Atmosphärisch stark ist der Schreibstil des Romans. In sprachlicher Hinsicht beweist die Autorin ihr schriftstellerisches Talent. Jeder Satz sitzt, jedes Wort wirkt wohl bedacht. So ist beispielsweise der Ortsname nicht zufällig gewählt. Etwas schwer habe ich mich allerdings mit dem österreichischen Vokabular getan. Zwar gibt es ein Glossar der Austriazismen. Das Hin- und Herblättern ist jedoch ein wenig nervig. Mit der Zeit gewöhnt man sich beim Lesen an die entsprechenden Wörter.

Die Handlung spielt sich überwiegend in der Kleinstadt und der näheren Umgebung ab. Auf den Innenklappen ist ein beschrifteter Ortsplan von Dunkelblum abgedruckt. Dieses sinnvolle Extra hilft bei der Orientierung.

Die Charaktere sind mit viel psychologischer Tiefe ausgestaltet. Fast jeder scheint ein Geheimnis zu haben, was die Figuren interessant macht. Dennoch wirken die Charaktere nicht überzeichnet, sondern durchaus authentisch. Vor allem zu Beginn ist das umfangreiche Personal des Romans recht unübersichtlich. Um besser in die Geschichte zu kommen, hätte ich mir eine Personenliste gewünscht. Mit der Zeit legt sich aber die Verwirrung.

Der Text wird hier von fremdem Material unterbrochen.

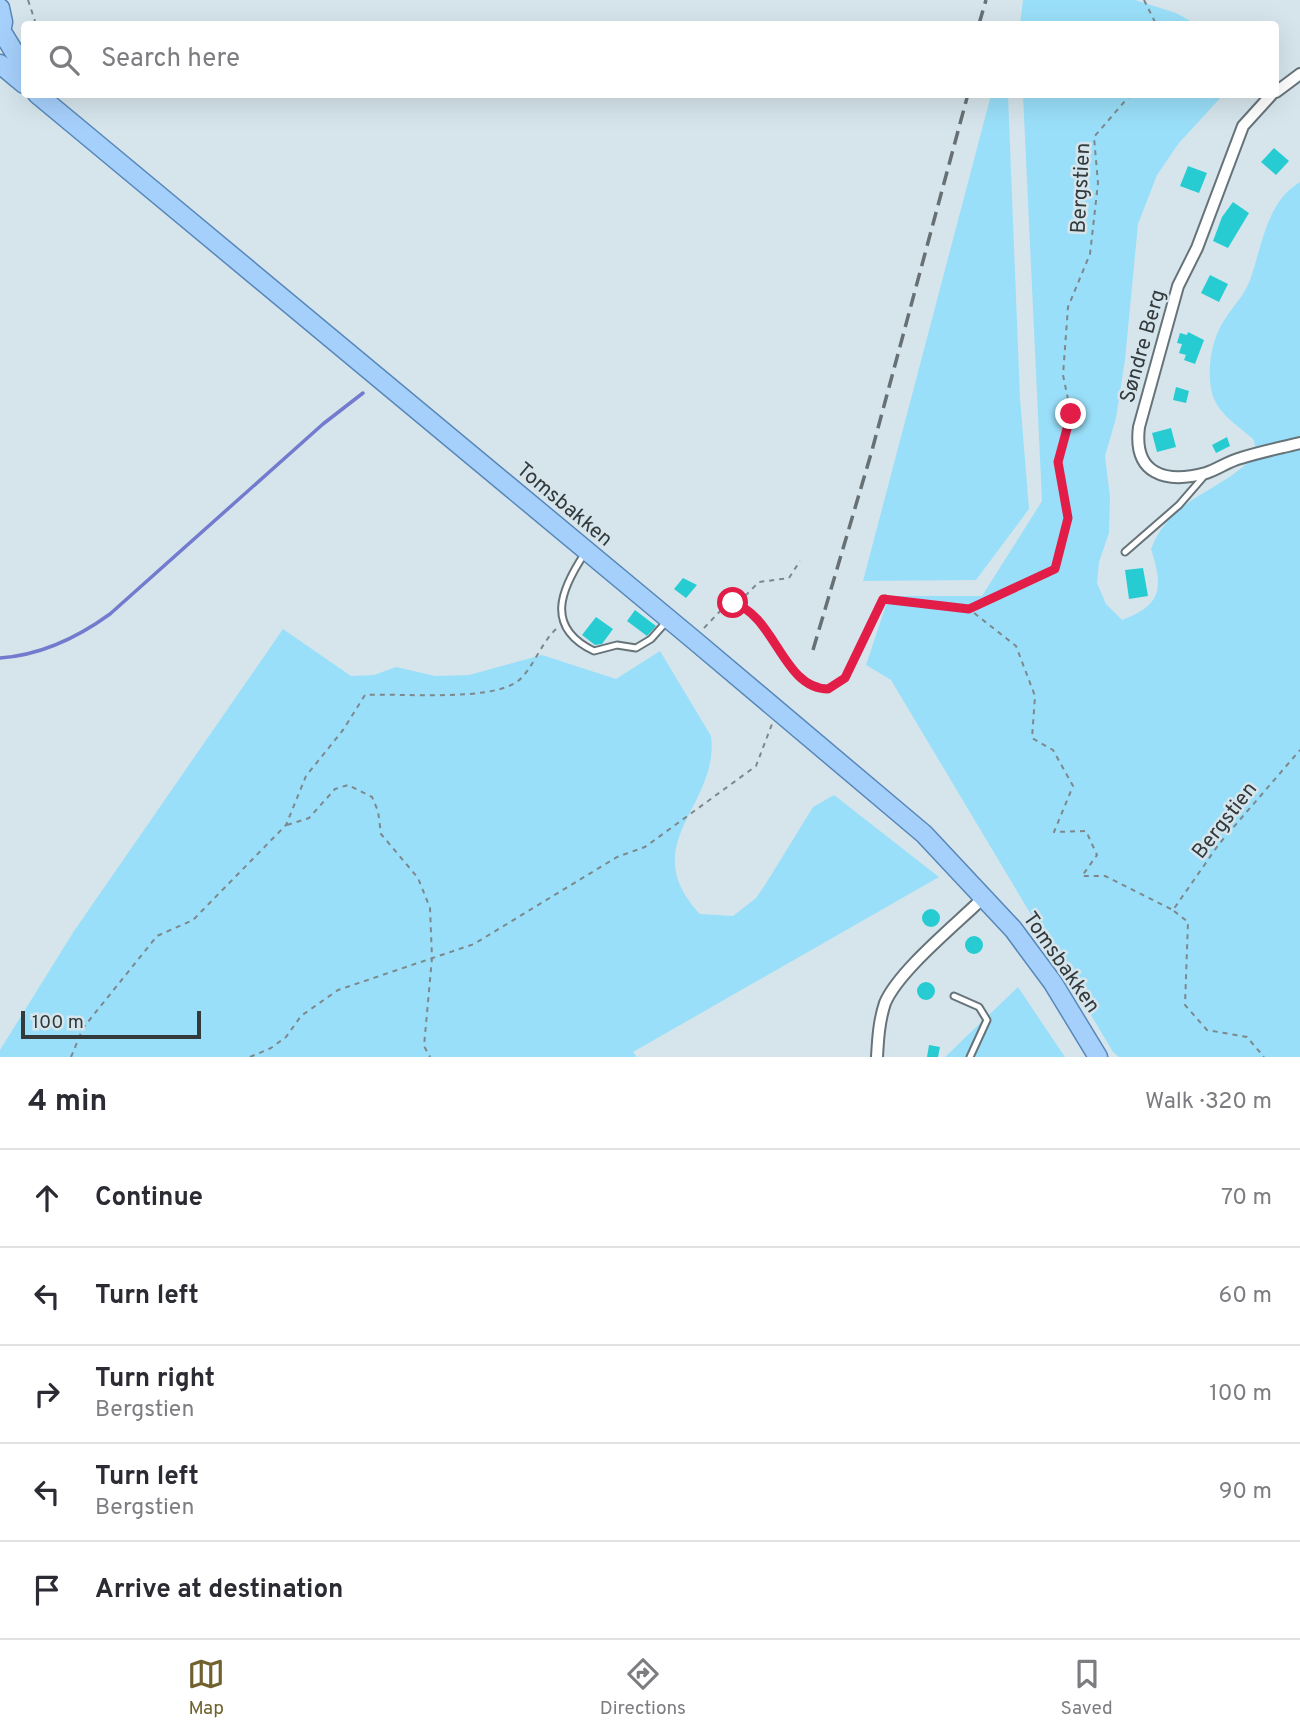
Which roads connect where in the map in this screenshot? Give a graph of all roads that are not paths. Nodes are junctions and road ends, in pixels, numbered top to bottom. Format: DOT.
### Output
graph roads {
  1 [pos="0,8"];
  2 [pos="1,34"];
  3 [pos="0,64"];
  4 [pos="21,64"];
  5 [pos="1300,74"];
  6 [pos="21,82"];
  7 [pos="1279,89"];
  8 [pos="42,98"];
  9 [pos="55,98"];
  10 [pos="1269,98"];
  11 [pos="111,153"];
  12 [pos="1300,443"];
  13 [pos="1207,473"];
  14 [pos="586,551"];
  15 [pos="1125,552"];
  16 [pos="669,619"];
  17 [pos="985,896"];
  18 [pos="954,996"];
  19 [pos="877,1057"];
  20 [pos="970,1057"];
  21 [pos="1098,1057"];
  1 -- 2 [label="main road"];
  2 -- 4 [label="main road"];
  3 -- 6 [label="main road"];
  5 -- 7 [label="street, Søndre Berg"];
  8 -- 11 [label="main road"];
  9 -- 11 [label="main road"];
  10 -- 13 [label="street, Søndre Berg"];
  11 -- 14 [label="main road, Tomsbakken"];
  12 -- 13 [label="street, Søndre Berg"];
  13 -- 15 [label="lane"];
  14 -- 16 [label="main road, Tomsbakken"];
  14 -- 16 [label="lane"];
  16 -- 17 [label="main road, Tomsbakken"];
  17 -- 19 [label="street"];
  17 -- 21 [label="main road, Tomsbakken"];
  18 -- 20 [label="lane"];
}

Inhaltlich ist der Roman erstaunlich komplex und facettenreich. Sehr gekonnt hat die Autorin ein beeindruckendes Netz aus Verbindungen geflochten, in dem sie sich bis zum Schluss nicht verheddert. Fast alle losen Fäden sind am Ende miteinander verknüpft. Eins fügt sich schlüssig zum anderen. Zwar bleiben noch einige wenige offene Fragen. Dass der Roman aber damit Interpretationsspielraum lässt, passt nach meiner Ansicht sehr gut zu der Geschichte. 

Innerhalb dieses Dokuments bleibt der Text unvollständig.